• TASK INPUTS
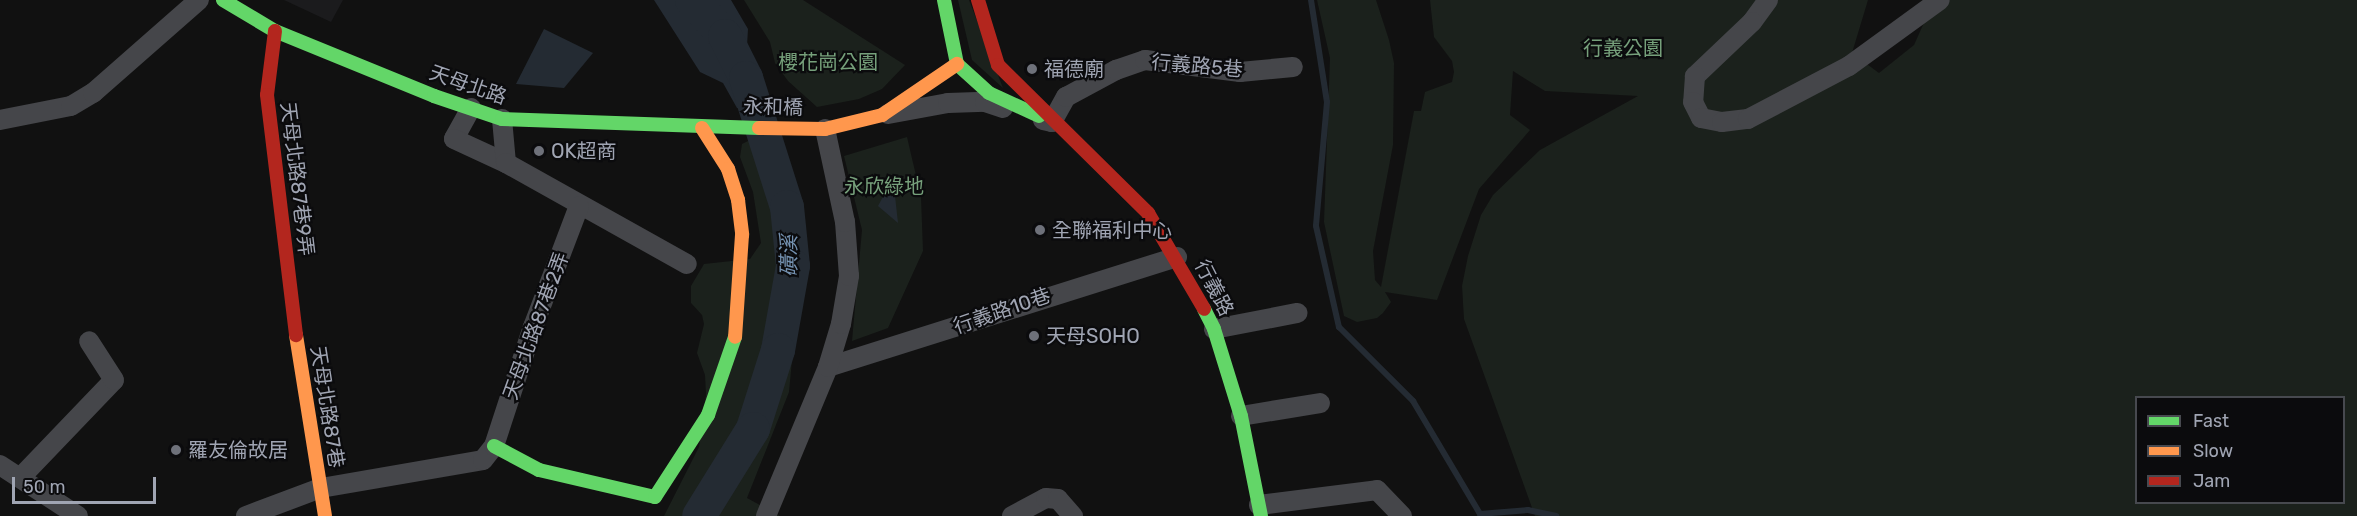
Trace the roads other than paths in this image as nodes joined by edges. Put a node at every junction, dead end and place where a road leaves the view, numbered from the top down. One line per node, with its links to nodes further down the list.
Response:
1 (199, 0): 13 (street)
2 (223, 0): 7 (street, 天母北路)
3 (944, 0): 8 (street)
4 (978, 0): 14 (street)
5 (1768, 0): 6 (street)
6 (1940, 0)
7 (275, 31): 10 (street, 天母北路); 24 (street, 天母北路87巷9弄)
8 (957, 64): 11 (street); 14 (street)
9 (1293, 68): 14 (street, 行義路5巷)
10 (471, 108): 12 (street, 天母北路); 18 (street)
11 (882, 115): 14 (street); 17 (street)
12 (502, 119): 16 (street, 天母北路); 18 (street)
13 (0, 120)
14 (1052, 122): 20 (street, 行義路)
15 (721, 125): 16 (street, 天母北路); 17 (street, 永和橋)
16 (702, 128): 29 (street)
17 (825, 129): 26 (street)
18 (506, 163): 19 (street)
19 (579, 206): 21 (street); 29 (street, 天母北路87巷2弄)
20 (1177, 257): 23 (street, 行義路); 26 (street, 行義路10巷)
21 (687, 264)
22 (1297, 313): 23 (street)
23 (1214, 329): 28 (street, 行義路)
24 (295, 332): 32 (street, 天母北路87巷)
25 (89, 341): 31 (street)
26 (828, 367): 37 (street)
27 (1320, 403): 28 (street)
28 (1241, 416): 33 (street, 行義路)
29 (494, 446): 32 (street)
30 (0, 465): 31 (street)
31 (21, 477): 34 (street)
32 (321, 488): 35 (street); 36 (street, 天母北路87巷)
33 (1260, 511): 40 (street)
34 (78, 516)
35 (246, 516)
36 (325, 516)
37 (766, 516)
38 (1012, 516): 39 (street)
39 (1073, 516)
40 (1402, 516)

• PROBLEM STATEMENT
Repeat the data above exactly, images excluded.

• FINAL ANSWER
Trace the roads other than paths in this image as nodes joined by edges. Put a node at every junction, dead end and place where a road leaves the view, numbered from the top down. One line per node, with its links to nodes further down the list.
Response:
1 (199, 0): 13 (street)
2 (223, 0): 7 (street, 天母北路)
3 (944, 0): 8 (street)
4 (978, 0): 14 (street)
5 (1768, 0): 6 (street)
6 (1940, 0)
7 (275, 31): 10 (street, 天母北路); 24 (street, 天母北路87巷9弄)
8 (957, 64): 11 (street); 14 (street)
9 (1293, 68): 14 (street, 行義路5巷)
10 (471, 108): 12 (street, 天母北路); 18 (street)
11 (882, 115): 14 (street); 17 (street)
12 (502, 119): 16 (street, 天母北路); 18 (street)
13 (0, 120)
14 (1052, 122): 20 (street, 行義路)
15 (721, 125): 16 (street, 天母北路); 17 (street, 永和橋)
16 (702, 128): 29 (street)
17 (825, 129): 26 (street)
18 (506, 163): 19 (street)
19 (579, 206): 21 (street); 29 (street, 天母北路87巷2弄)
20 (1177, 257): 23 (street, 行義路); 26 (street, 行義路10巷)
21 (687, 264)
22 (1297, 313): 23 (street)
23 (1214, 329): 28 (street, 行義路)
24 (295, 332): 32 (street, 天母北路87巷)
25 (89, 341): 31 (street)
26 (828, 367): 37 (street)
27 (1320, 403): 28 (street)
28 (1241, 416): 33 (street, 行義路)
29 (494, 446): 32 (street)
30 (0, 465): 31 (street)
31 (21, 477): 34 (street)
32 (321, 488): 35 (street); 36 (street, 天母北路87巷)
33 (1260, 511): 40 (street)
34 (78, 516)
35 (246, 516)
36 (325, 516)
37 (766, 516)
38 (1012, 516): 39 (street)
39 (1073, 516)
40 (1402, 516)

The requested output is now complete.